#### Exercise requirements:
Please transcribe the data below in full, word for word, without the images.

#### Data:
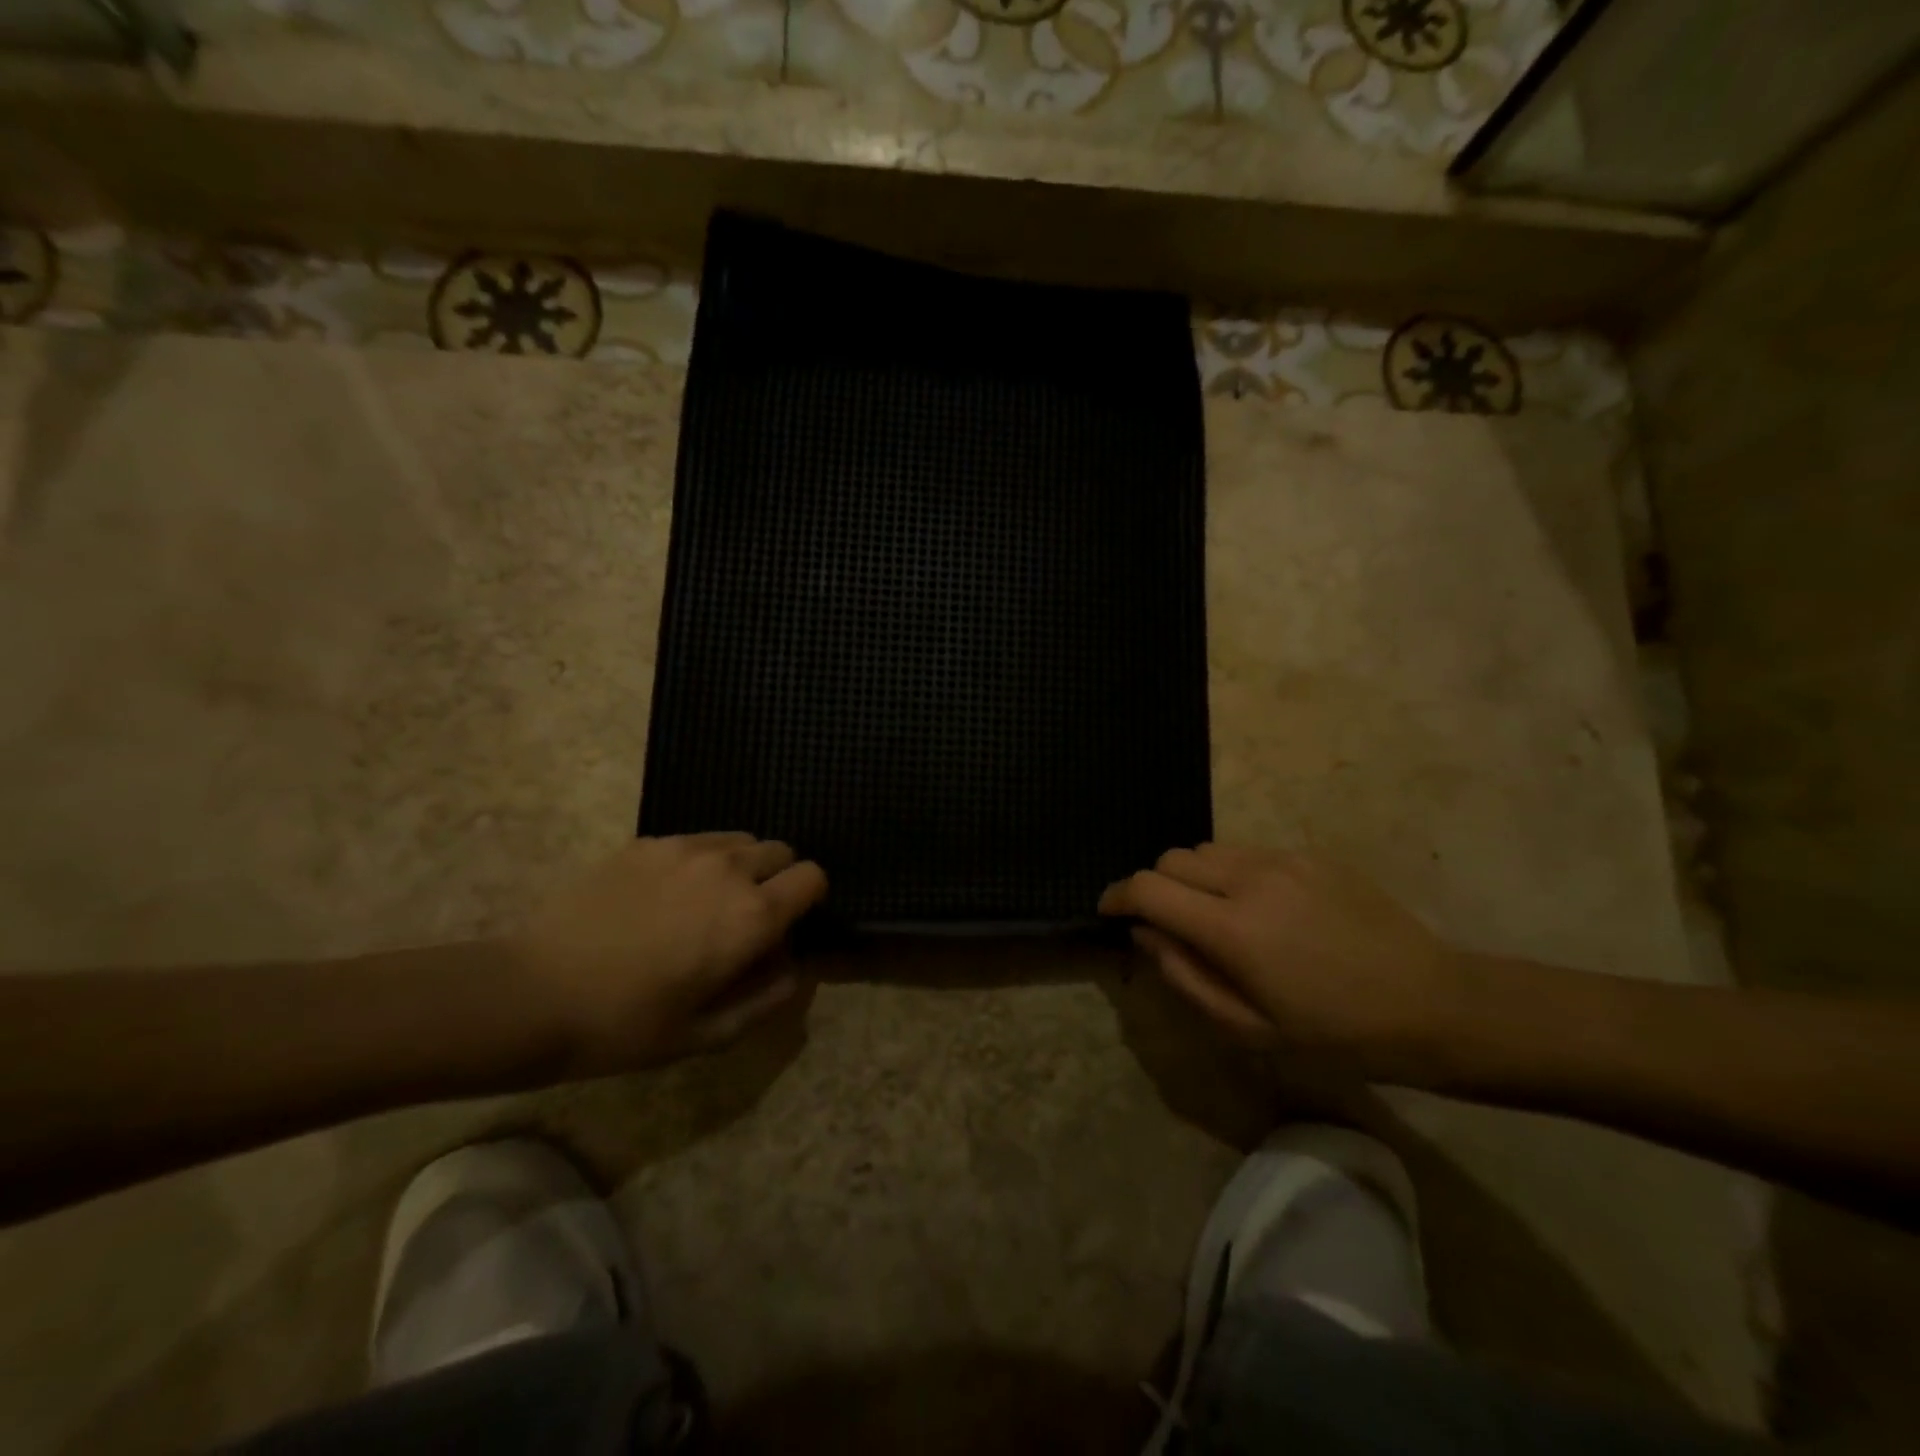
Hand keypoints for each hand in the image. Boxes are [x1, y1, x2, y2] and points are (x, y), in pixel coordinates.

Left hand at [512, 833, 827, 1074]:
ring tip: (705, 902)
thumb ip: (768, 998)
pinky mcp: (645, 843)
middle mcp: (728, 869)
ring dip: (739, 866)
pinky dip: (699, 860)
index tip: (787, 925)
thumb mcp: (707, 1034)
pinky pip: (694, 840)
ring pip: (738, 840)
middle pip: (780, 851)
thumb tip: (796, 967)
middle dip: (777, 879)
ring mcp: (683, 849)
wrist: (533, 993)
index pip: (812, 877)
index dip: (809, 899)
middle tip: (745, 917)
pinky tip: (662, 895)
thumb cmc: (626, 1025)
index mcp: (752, 915)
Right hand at [1098, 844, 1464, 1078]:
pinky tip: (1263, 909)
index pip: (1148, 888)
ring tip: (1217, 915)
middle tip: (1171, 924)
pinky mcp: (1310, 855)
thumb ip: (1185, 977)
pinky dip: (1232, 873)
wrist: (1432, 1003)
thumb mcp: (1250, 1029)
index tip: (1108, 911)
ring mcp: (1283, 860)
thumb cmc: (1336, 1033)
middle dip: (1156, 886)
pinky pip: (1248, 852)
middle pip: (1172, 859)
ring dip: (1194, 877)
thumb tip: (1145, 934)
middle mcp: (1250, 879)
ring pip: (1208, 850)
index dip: (1117, 896)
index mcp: (1232, 928)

#### Exercise answer:
Hand keypoints for each hand in the image. Boxes are [x1, y1, x2, y2] and points are (x, y), in pixel coordinates.

Left hand at [512, 833, 827, 1074]:
ring tip: (705, 902)
thumb ip: (768, 998)
pinky mcp: (645, 843)
middle mcp: (728, 869)
ring dip: (739, 866)
pinky dip: (699, 860)
index tip: (787, 925)
thumb mcp: (707, 1034)
pinky pip: (694, 840)
ring pip: (738, 840)
middle pip: (780, 851)
thumb tip: (796, 967)
middle dip: (777, 879)
ring mcp: (683, 849)
wrist: (533, 993)
index pip: (812, 877)
index dip: (809, 899)
middle tip: (745, 917)
pinky tip: (662, 895)
thumb cmc: (626, 1025)
index mcp: (752, 915)
Right hand at [1098, 844, 1464, 1078]:
pinky tip: (1263, 909)
index pip: (1148, 888)
ring tip: (1217, 915)
middle tip: (1171, 924)
pinky mcp: (1310, 855)
thumb ip: (1185, 977)
pinky dip: (1232, 873)
wrist: (1432, 1003)
thumb mcp: (1250, 1029)
index tip: (1108, 911)
ring mcp: (1283, 860)
thumb cmc: (1336, 1033)
middle dip: (1156, 886)
pinky pip: (1248, 852)
middle pip: (1172, 859)
ring dip: (1194, 877)
thumb tip: (1145, 934)
middle mcp: (1250, 879)
ring pip: (1208, 850)
index dip: (1117, 896)
index mcp: (1232, 928)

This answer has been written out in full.